Ena_Workadu
Natur auf Kos
Kos-Besucher äußern sich oft über die wunderschöne Blumenpracht, die ihnen auf ihrem Weg durch die Insel an jeder Straße und jedem Weg begegnet. Viele dieser Pflanzen werden von den Einheimischen kultiviert, aber viele wachsen unberührt von Menschenhand und können in den Sommermonaten bewundert werden.
Griechenland steht mit seinen 6000 Blumenarten nach Spanien an zweiter Stelle der Vielfalt. Das Terrain und das Klima, die tief gelegenen, heißen Gebiete sowie die Bergregionen, deren Klima dem der nördlichen Länder ähnlicher ist, machen es zu einem perfekten Ort für das Wachstum von Wildblumen.
Die besten Monate, um die Schönheit der wilden Pflanzen und Blumen zu entdecken, sind im Allgemeinen April bis Juni, bevor die Temperaturen im Juli und August steigen: Am 1. Mai, dem Tag der Arbeit, sind die Einheimischen unterwegs und pflücken Wildblumen am Strand und in der Natur, um daraus den traditionellen Kranz zu machen, den sie an ihre Haustüren und an die Vorderseite ihrer Autos hängen (siehe „Namenstage und Feste“).
Kräuter wachsen in Hülle und Fülle auf der ganzen Insel und insbesondere an den Hängen des Berges Dikeos, wo ein Atemzug die Nasenlöcher mit einer Mischung aus den Düften der verschiedenen Kräuter füllt. Es ist nicht ungewöhnlich, die Einheimischen am Straßenrand zu sehen, wie sie die natürlich gewachsenen Kräuter für die Verwendung zu Hause pflücken. Die Griechen verwenden Kräuter in jedem traditionellen Gericht und verzichten auf getrocknete Sorten, da der Geschmack frischer Kräuter viel besser ist.
In Tingaki bietet der Salzsee Alyki einen Zufluchtsort für Wildvögel. Er steht unter behördlichem Schutz und ist ein angenehmer Wanderweg sowie ein Muss für alle Vogelbeobachter. Die rosafarbenen Flamingos gehören zu den exotischsten Besuchern und können entweder in der Gegend oder sogar auf dem See selbst beobachtet werden. In viel kleinerem Rahmen ist der kleine Teich von Pyli zu erwähnen, der ebenfalls einige Wildvögel von Kos beherbergt.

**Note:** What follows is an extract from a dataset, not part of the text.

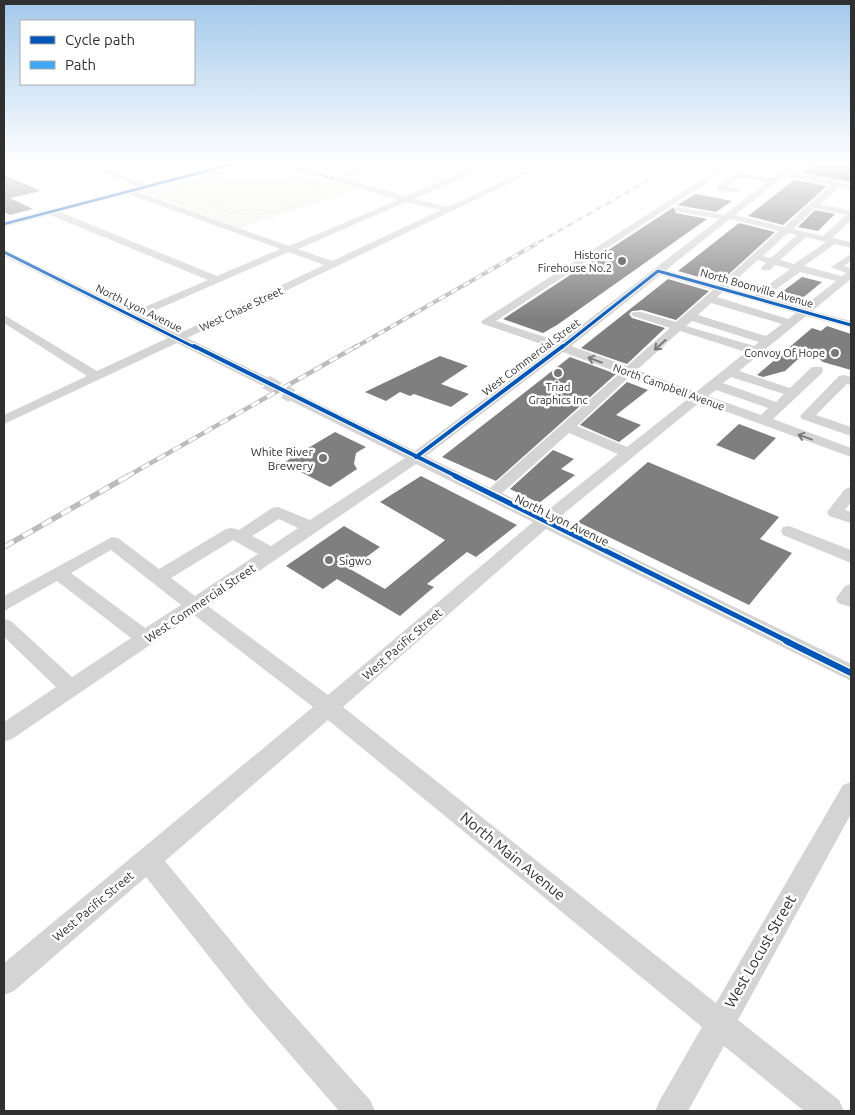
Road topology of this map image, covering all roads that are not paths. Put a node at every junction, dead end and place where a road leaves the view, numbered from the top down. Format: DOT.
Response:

Es wurde berichtet, dass die Meeresschildkröte, die von den italienischen Besatzern der Insel in Anspielung auf die Quadrate auf ihrem Panzer „Caretta Caretta“ genannt wurde, an der Küste nördlich von Kefalos nistet, einem ruhigen und unbesiedelten Gebiet. Auch Robben wurden in dieser Gegend schon gesichtet. Natürlich ist es nicht ungewöhnlich, Delfine im Kielwasser eines Bootes an der Küste von Kos schwimmen zu sehen.
Zurück an Land - wer den Weg zum Gipfel des Berges Dikeos nimmt (siehe „ Individuelle Interessen“ & „ Namenstage und Feste“), kann auf dem Weg Schildkröten beobachten.